[About this task] Scan the material for the word "ends", and copy each line where it shows up.

[Extracted material]
☆ ☆ ☆
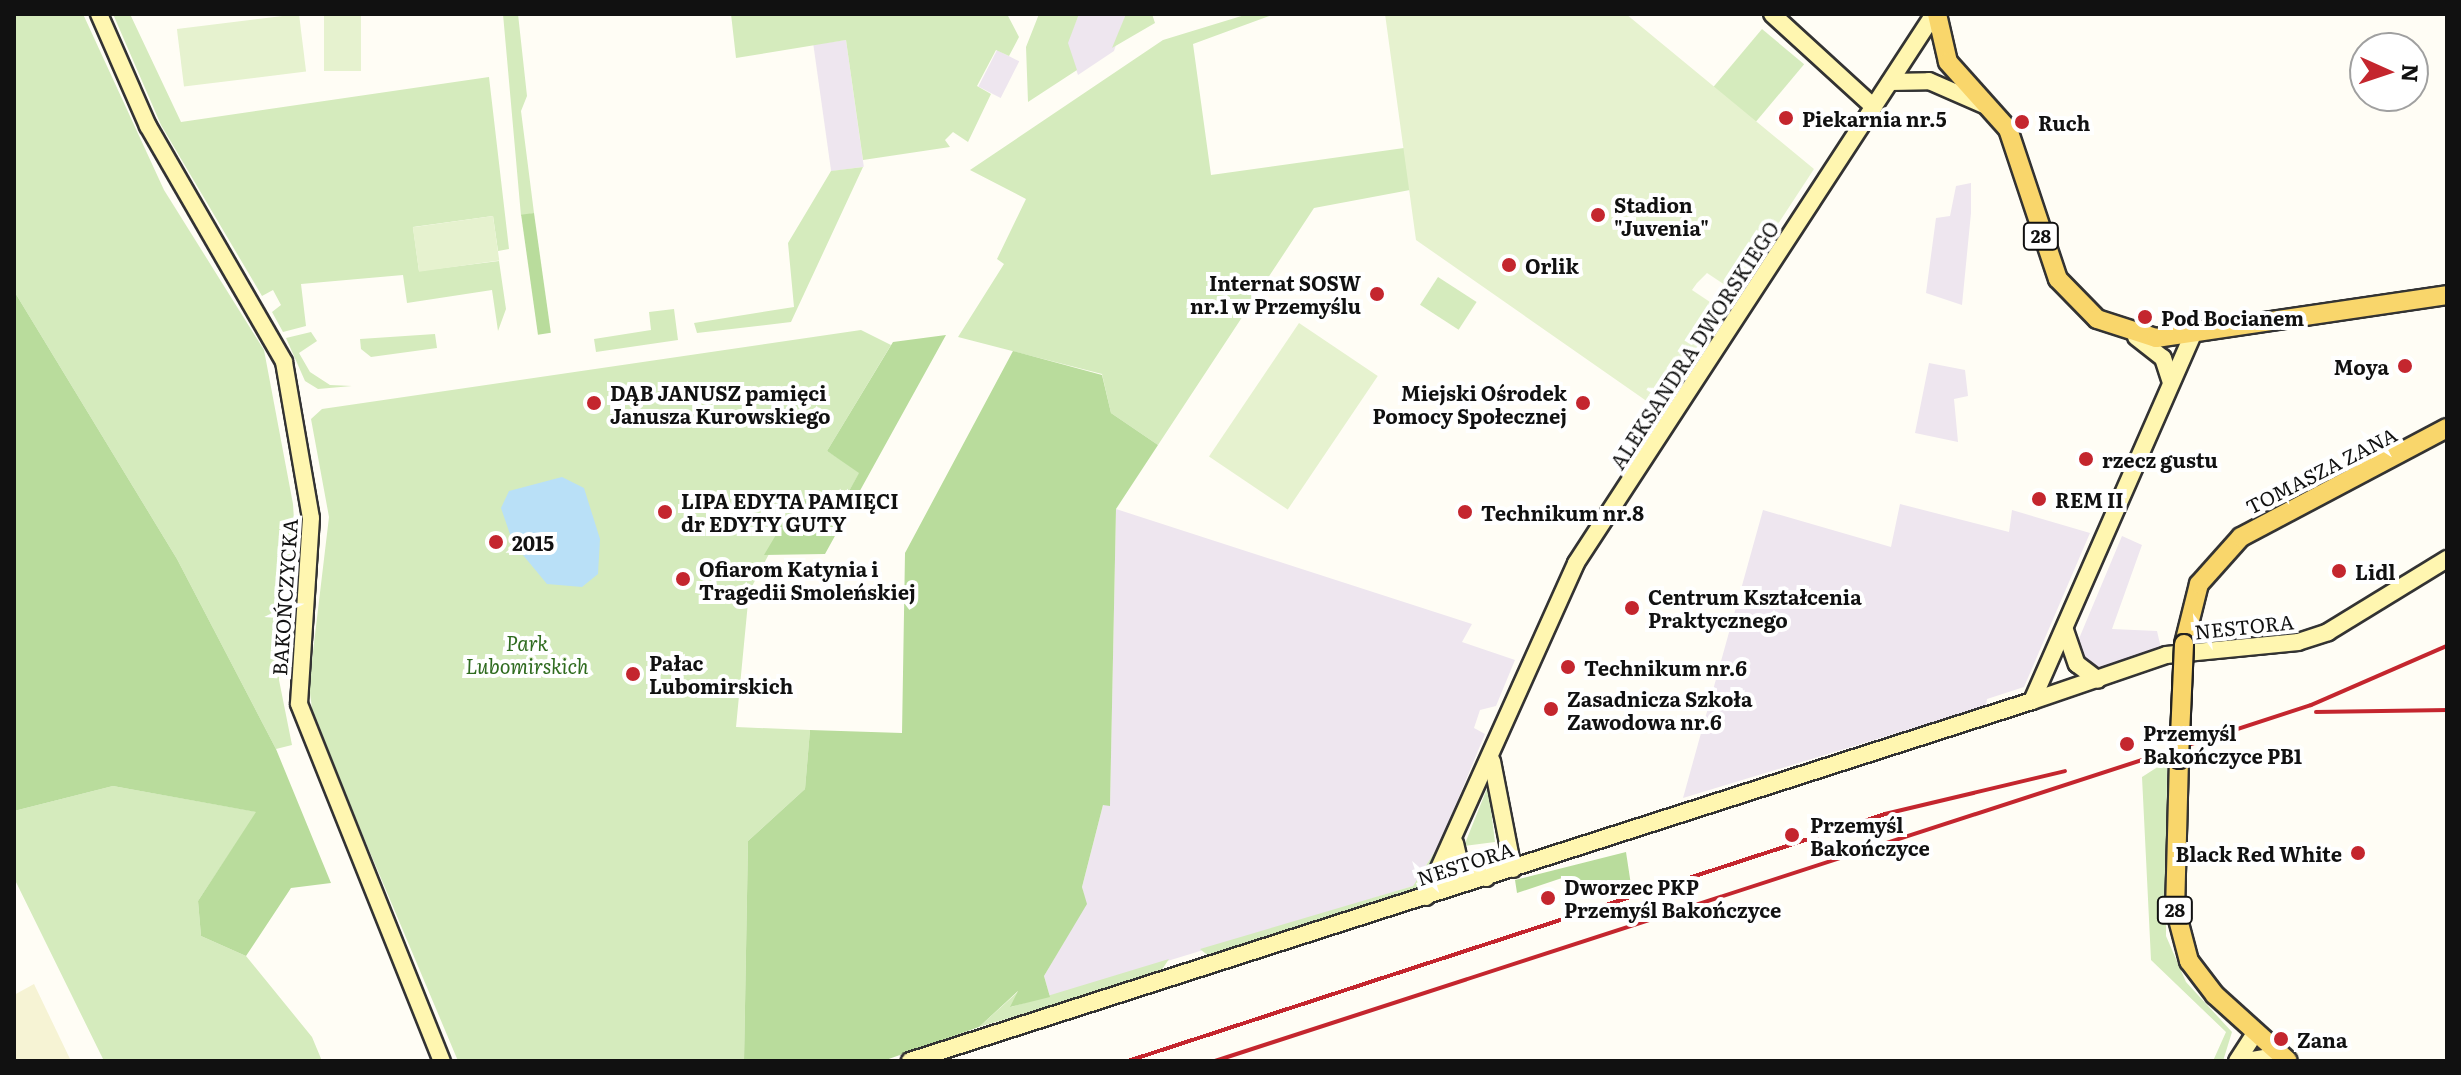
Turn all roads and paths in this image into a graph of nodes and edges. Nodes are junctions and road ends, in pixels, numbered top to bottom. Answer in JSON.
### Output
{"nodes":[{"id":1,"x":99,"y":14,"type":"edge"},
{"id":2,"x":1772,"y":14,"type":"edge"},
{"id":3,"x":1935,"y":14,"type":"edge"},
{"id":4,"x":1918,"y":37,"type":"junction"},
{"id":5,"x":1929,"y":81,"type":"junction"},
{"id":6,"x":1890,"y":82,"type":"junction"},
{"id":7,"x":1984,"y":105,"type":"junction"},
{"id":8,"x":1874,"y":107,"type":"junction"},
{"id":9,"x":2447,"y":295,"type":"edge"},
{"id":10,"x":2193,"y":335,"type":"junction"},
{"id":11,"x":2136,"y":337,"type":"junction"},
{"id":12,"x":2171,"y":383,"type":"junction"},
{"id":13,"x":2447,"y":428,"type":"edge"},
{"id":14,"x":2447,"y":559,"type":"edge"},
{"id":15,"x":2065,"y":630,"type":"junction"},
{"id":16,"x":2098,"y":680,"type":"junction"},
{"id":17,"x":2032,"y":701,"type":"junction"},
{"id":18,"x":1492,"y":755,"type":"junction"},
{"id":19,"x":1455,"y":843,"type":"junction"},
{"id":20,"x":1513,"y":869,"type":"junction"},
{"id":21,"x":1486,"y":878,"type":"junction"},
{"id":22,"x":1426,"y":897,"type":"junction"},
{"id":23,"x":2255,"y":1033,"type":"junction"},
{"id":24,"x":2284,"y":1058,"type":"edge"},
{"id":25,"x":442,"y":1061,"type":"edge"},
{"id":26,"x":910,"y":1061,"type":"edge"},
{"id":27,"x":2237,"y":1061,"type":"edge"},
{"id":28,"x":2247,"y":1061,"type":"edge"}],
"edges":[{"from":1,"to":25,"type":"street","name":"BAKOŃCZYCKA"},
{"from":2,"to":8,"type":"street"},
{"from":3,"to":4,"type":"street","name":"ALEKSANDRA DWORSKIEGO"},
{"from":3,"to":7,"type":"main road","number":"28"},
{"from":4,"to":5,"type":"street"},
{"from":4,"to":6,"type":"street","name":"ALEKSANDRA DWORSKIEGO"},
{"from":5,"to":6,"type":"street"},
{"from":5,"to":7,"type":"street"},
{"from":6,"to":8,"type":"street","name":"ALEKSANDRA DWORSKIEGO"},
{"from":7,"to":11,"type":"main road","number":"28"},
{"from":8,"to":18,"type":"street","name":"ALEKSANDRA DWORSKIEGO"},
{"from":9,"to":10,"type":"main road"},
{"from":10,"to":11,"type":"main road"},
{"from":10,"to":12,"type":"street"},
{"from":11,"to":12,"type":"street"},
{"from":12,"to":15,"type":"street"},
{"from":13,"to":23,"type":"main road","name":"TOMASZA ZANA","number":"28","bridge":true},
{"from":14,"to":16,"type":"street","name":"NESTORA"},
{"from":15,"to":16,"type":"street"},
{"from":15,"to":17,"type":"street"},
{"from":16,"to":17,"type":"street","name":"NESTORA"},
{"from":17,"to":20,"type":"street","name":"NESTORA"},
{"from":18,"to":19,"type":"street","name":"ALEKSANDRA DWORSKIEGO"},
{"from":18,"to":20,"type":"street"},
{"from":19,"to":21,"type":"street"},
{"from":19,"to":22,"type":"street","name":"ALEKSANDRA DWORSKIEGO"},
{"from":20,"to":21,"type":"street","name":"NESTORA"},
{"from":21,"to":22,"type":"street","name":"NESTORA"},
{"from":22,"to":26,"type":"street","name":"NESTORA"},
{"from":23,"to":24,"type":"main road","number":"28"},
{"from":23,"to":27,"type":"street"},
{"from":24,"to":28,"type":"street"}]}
☆ ☆ ☆
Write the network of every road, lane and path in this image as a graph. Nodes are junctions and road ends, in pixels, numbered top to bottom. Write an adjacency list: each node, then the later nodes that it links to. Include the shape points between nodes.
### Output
☆ ☆ ☆
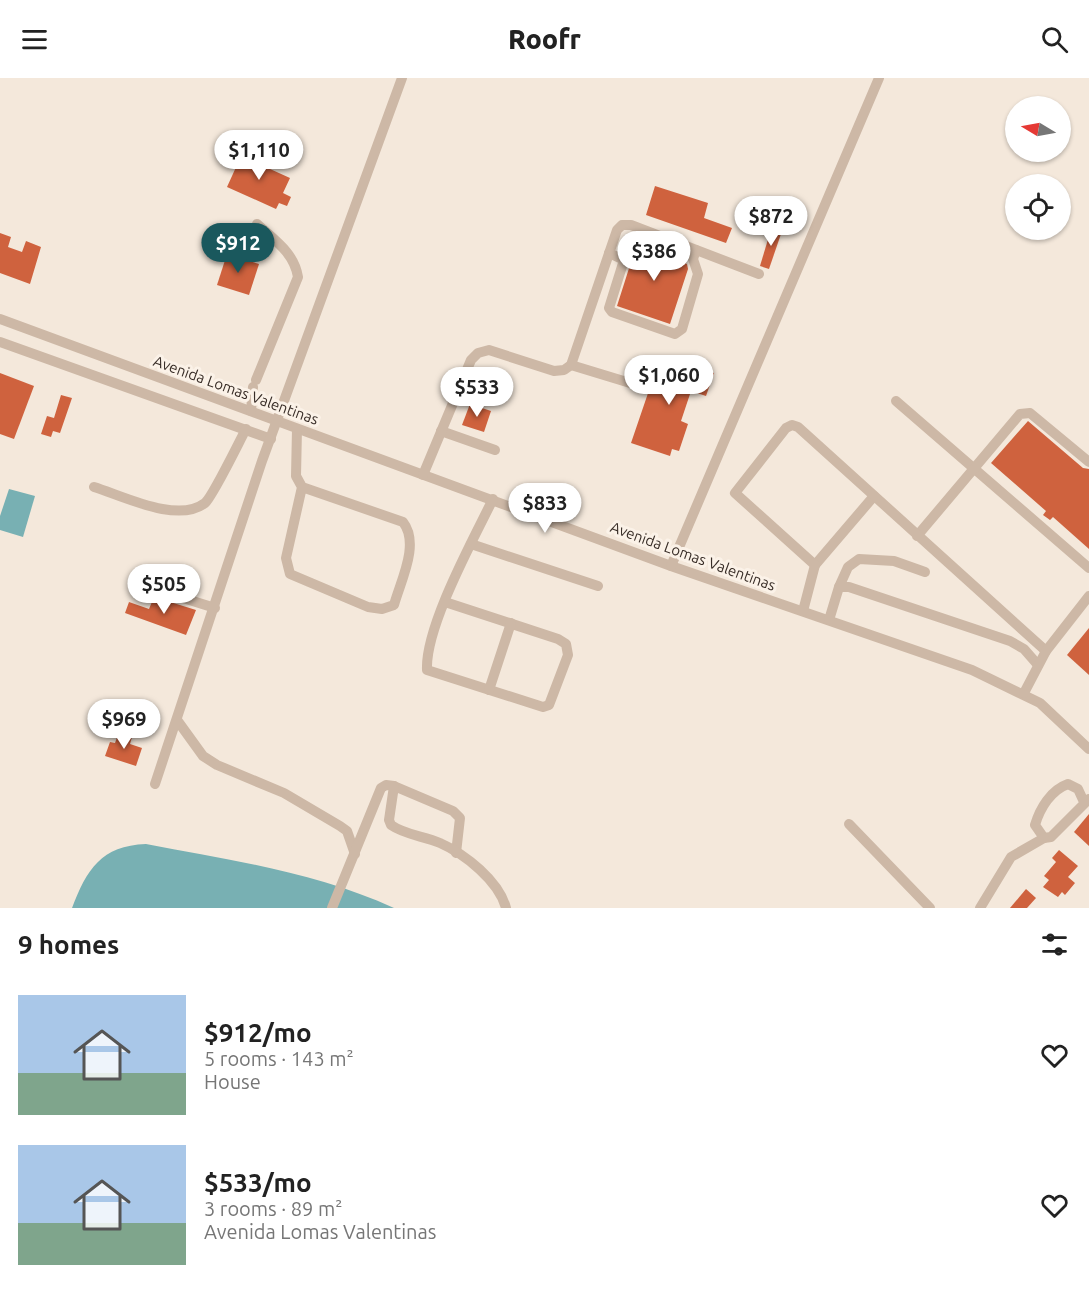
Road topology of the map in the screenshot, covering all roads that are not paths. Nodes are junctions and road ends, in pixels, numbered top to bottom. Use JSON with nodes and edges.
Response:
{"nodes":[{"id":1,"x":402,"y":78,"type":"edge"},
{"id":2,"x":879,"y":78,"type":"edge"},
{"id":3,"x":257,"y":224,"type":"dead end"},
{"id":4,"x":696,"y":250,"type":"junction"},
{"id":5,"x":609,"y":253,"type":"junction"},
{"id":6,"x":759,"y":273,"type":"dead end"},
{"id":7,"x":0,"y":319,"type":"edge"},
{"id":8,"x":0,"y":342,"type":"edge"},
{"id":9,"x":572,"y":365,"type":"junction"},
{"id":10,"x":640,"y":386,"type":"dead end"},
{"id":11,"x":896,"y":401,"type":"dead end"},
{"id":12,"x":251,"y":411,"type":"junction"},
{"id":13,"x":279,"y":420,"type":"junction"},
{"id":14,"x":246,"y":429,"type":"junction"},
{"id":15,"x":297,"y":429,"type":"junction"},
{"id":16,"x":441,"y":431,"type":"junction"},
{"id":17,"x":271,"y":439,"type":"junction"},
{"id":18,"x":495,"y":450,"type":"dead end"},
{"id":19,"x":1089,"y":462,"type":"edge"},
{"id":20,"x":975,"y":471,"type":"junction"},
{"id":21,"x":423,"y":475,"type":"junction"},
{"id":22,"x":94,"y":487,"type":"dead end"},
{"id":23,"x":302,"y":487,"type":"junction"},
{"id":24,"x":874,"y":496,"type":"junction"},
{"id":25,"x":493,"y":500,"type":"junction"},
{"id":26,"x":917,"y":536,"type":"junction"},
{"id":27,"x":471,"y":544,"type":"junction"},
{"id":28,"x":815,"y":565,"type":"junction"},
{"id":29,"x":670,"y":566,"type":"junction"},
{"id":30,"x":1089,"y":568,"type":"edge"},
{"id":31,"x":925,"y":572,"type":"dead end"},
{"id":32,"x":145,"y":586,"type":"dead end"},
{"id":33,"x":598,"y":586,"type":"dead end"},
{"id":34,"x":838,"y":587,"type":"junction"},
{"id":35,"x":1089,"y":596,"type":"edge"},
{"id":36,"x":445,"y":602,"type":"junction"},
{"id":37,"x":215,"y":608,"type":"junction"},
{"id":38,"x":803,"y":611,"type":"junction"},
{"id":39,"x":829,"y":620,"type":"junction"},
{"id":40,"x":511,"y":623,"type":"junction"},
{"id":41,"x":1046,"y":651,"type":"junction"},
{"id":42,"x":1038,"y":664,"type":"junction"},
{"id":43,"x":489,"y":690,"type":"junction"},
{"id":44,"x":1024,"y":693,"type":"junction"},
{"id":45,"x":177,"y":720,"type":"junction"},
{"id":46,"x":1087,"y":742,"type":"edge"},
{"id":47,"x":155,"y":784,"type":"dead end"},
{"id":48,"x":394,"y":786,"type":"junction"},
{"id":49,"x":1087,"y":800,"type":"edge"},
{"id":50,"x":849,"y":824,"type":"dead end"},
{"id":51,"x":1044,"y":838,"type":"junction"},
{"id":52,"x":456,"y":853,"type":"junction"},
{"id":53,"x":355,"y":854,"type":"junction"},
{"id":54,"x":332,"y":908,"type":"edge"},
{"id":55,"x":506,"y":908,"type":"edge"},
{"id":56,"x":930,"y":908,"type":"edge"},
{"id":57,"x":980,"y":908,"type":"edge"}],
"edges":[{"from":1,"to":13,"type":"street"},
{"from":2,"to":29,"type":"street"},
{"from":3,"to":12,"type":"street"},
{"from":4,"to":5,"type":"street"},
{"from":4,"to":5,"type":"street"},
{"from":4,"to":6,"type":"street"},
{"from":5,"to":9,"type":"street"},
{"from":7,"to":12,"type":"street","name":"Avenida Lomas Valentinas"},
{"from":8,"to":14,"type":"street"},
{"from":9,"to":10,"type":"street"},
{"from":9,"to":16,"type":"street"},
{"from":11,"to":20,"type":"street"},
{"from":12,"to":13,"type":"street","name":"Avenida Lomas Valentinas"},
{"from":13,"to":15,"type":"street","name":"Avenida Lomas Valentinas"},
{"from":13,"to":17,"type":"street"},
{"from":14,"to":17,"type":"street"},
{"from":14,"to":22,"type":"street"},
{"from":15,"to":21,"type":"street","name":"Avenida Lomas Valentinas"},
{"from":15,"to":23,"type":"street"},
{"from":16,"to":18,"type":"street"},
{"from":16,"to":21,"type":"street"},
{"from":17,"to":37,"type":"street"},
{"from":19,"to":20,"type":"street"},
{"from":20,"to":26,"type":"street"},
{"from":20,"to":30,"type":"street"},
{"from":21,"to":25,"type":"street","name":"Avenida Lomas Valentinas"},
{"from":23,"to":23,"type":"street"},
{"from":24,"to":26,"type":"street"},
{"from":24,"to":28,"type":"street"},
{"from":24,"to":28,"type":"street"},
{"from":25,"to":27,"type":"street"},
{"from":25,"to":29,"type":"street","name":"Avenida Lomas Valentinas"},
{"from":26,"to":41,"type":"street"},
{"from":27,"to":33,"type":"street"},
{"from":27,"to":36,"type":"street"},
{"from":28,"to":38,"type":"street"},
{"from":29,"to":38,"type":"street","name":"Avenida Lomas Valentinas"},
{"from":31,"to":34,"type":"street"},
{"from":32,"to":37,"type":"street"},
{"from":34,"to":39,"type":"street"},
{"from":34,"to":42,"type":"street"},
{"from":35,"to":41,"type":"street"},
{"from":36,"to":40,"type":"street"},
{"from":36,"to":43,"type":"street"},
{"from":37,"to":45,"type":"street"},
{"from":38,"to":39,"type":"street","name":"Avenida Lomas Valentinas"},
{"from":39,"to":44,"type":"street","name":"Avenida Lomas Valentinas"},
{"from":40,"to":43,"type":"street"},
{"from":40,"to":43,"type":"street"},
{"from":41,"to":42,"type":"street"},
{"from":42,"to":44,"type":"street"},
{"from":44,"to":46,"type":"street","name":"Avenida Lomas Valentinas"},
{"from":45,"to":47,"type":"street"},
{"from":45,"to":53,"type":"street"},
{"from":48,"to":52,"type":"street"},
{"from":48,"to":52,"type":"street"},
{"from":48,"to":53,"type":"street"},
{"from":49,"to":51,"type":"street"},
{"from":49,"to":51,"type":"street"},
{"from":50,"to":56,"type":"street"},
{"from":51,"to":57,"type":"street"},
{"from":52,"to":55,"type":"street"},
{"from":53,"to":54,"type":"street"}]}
☆ ☆ ☆
[The completed task]
Turn all roads and paths in this image into a graph of nodes and edges. Nodes are junctions and road ends, in pixels, numbered top to bottom. Answer in JSON.
Write the network of every road, lane and path in this image as a graph. Nodes are junctions and road ends, in pixels, numbered top to bottom. Write an adjacency list: each node, then the later nodes that it links to. Include the shape points between nodes.
Road topology of the map in the screenshot, covering all roads that are not paths. Nodes are junctions and road ends, in pixels, numbered top to bottom. Use JSON with nodes and edges.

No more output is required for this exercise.